_DATA SECTION_
┏━━
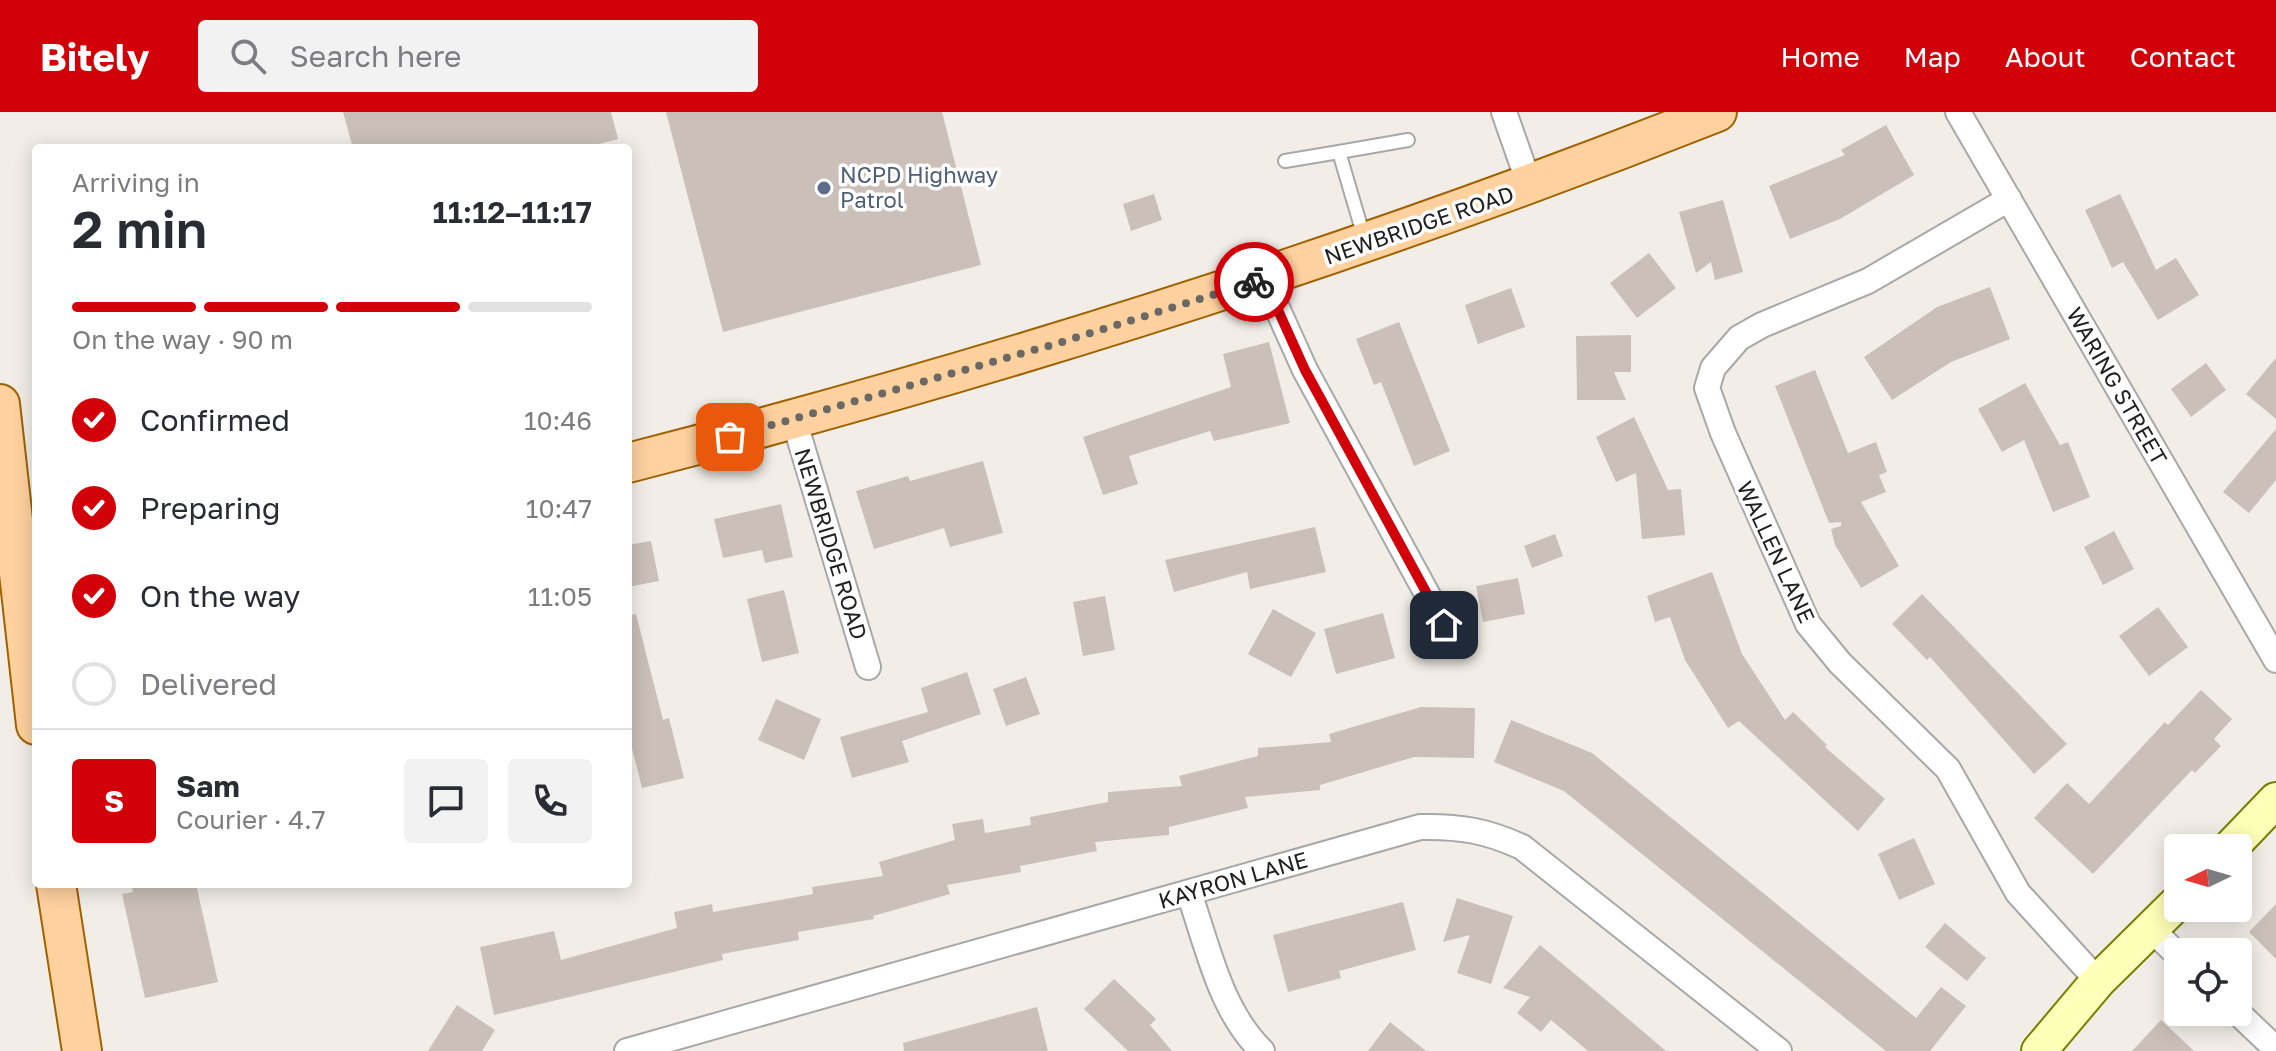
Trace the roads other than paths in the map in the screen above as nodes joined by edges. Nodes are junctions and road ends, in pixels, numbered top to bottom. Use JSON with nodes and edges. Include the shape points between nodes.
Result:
┗━━
┏━━
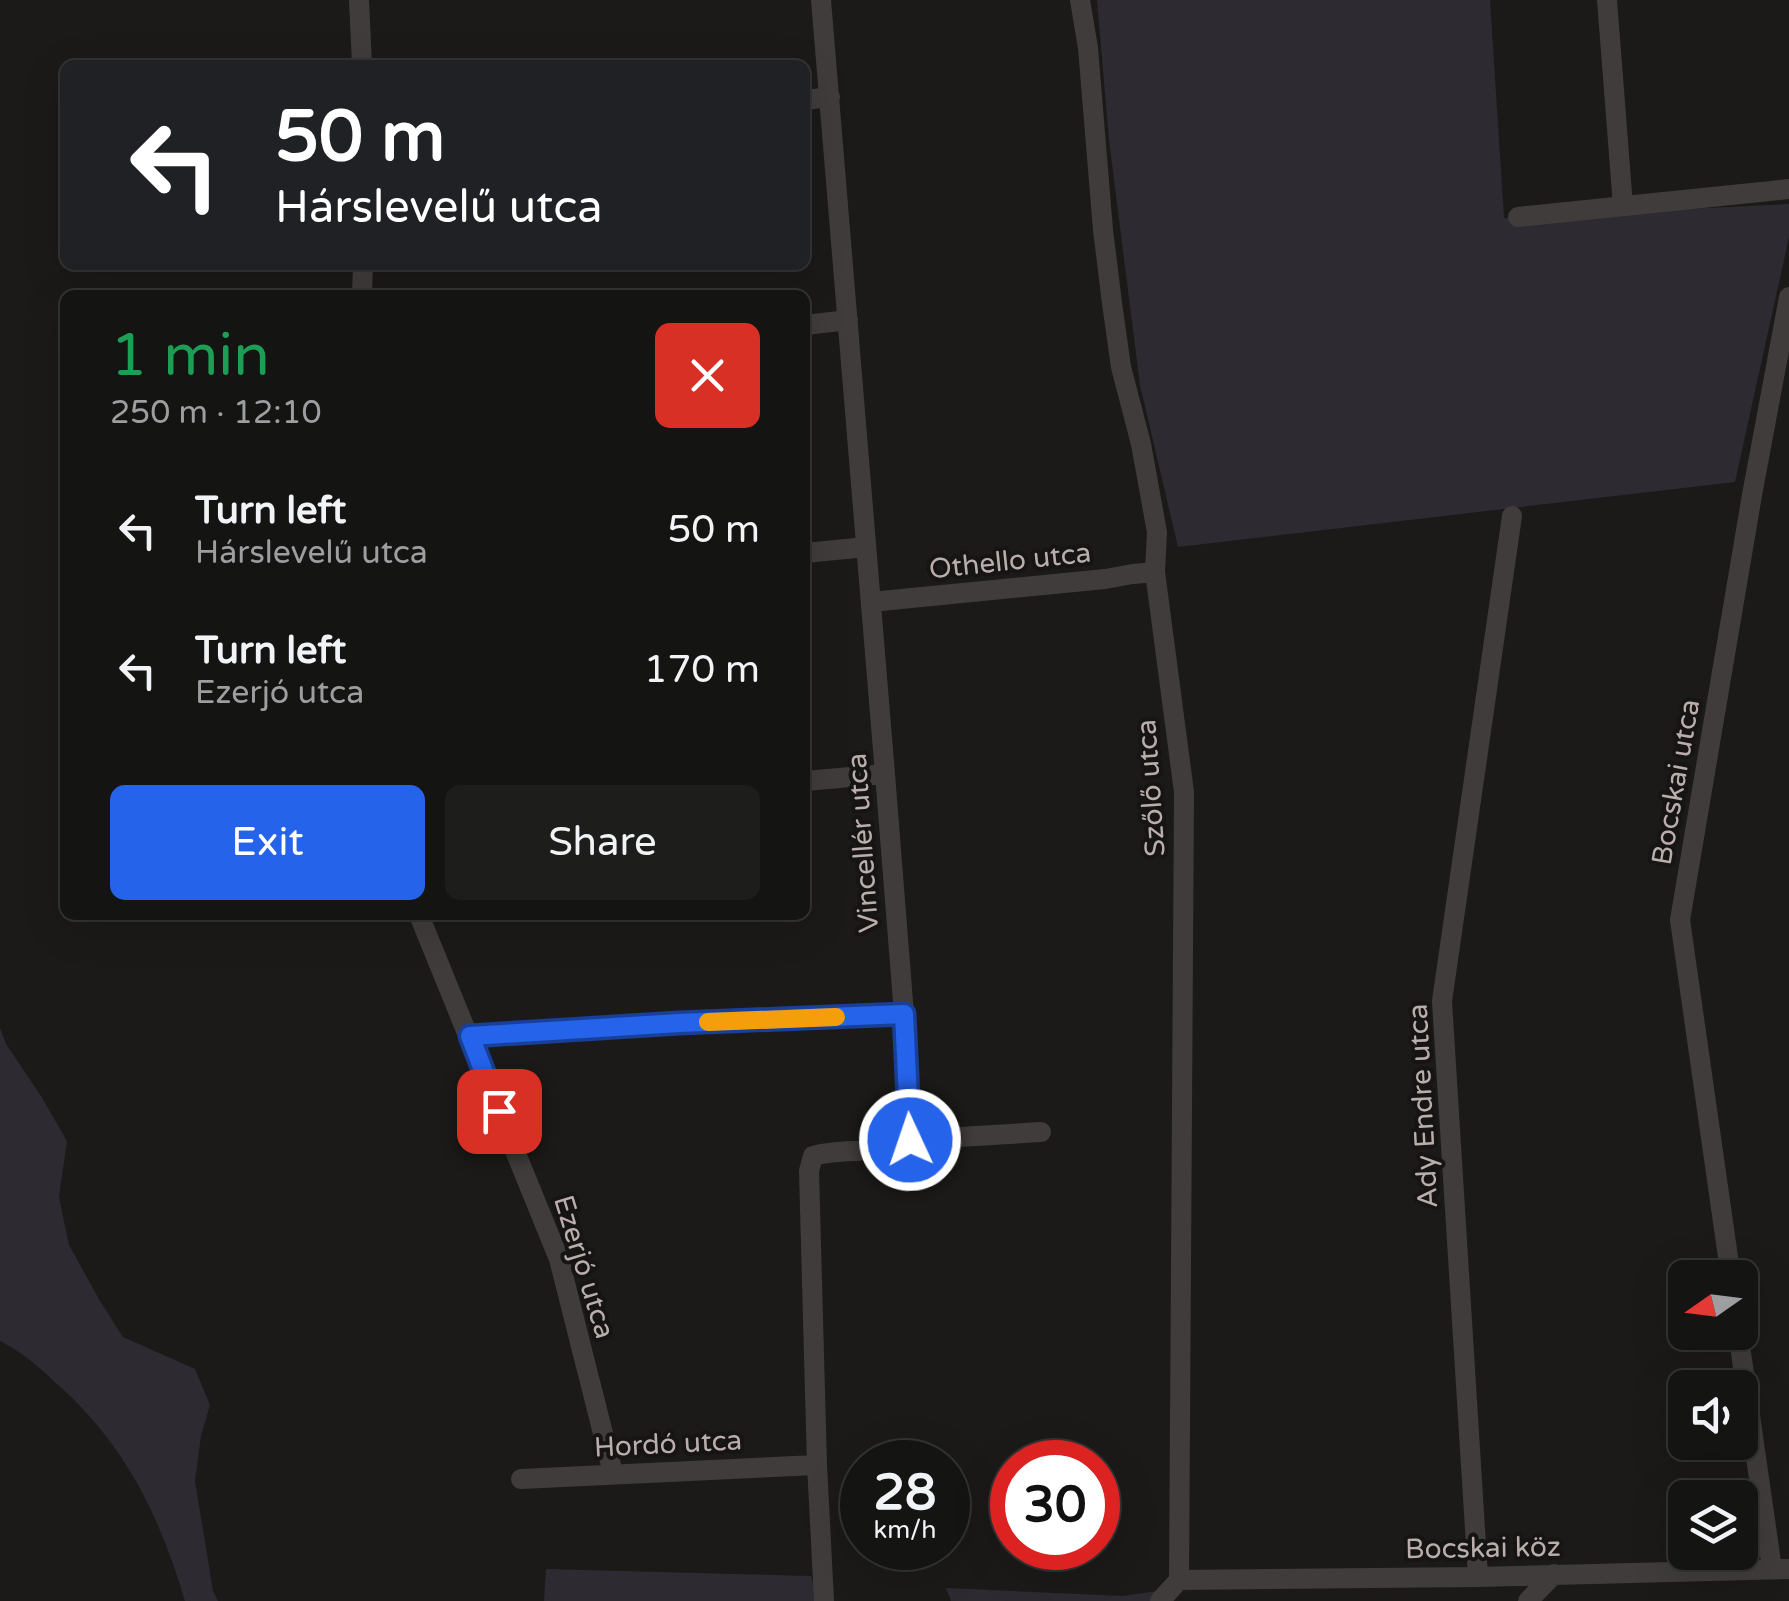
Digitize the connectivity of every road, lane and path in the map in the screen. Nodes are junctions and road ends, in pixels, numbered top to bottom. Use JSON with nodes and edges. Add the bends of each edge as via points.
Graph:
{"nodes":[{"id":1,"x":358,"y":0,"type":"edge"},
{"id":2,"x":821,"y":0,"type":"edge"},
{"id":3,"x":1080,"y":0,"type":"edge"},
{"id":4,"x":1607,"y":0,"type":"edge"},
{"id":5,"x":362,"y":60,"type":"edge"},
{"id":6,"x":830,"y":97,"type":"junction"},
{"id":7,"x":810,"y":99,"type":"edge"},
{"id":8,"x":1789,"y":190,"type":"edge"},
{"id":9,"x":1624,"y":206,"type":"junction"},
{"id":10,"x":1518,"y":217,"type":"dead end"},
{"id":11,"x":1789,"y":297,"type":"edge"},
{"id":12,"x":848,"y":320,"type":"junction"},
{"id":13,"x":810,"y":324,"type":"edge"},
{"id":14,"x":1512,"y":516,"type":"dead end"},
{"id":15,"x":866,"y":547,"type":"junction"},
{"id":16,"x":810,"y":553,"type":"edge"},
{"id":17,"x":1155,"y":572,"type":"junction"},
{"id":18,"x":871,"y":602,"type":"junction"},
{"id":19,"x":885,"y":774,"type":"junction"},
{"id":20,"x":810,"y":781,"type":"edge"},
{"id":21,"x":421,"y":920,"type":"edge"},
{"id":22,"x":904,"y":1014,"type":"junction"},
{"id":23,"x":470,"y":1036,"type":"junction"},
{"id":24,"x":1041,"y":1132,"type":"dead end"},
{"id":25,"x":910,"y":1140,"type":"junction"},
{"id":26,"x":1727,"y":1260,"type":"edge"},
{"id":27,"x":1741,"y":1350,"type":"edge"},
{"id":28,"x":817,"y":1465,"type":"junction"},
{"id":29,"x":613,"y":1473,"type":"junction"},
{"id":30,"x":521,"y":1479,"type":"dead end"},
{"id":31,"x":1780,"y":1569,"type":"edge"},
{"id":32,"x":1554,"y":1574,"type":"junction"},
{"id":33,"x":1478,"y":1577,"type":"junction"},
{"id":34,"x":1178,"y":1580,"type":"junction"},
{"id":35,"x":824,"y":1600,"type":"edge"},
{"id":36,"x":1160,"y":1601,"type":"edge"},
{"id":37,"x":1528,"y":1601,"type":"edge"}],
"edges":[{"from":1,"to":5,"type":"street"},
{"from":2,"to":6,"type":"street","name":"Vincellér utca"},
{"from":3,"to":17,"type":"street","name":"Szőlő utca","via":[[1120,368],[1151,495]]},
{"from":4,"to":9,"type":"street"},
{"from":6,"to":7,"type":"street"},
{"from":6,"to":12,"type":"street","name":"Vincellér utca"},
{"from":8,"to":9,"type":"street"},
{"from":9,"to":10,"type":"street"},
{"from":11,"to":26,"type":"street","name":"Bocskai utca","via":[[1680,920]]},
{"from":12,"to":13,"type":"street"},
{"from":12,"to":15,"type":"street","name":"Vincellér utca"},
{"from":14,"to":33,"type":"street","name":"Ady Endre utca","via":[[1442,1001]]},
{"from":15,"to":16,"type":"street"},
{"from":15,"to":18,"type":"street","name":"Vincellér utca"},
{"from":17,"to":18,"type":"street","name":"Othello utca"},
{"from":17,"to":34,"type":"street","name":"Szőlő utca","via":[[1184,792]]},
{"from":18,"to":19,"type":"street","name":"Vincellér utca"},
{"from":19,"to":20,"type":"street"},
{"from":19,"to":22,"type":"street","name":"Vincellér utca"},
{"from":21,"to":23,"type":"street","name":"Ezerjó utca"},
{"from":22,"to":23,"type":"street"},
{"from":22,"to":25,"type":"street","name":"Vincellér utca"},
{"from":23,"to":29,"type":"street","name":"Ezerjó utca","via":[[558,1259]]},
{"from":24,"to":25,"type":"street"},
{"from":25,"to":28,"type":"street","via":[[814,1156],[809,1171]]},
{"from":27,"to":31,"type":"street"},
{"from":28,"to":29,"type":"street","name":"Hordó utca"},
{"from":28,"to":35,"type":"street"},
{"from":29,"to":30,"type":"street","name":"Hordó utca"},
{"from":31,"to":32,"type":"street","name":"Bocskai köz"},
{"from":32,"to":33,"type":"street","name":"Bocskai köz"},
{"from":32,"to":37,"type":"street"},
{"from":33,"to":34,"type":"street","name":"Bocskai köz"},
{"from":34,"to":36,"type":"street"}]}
┗━━
_WHAT THE EXERCISE ASKS_
Your answer should hold every line of the entries that contains the string "with".

_EXPECTED ANSWER_
Trace the roads other than paths in the map in the screen above as nodes joined by edges. Nodes are junctions and road ends, in pixels, numbered top to bottom. Use JSON with nodes and edges. Include the shape points between nodes.
Digitize the connectivity of every road, lane and path in the map in the screen. Nodes are junctions and road ends, in pixels, numbered top to bottom. Use JSON with nodes and edges. Add the bends of each edge as via points.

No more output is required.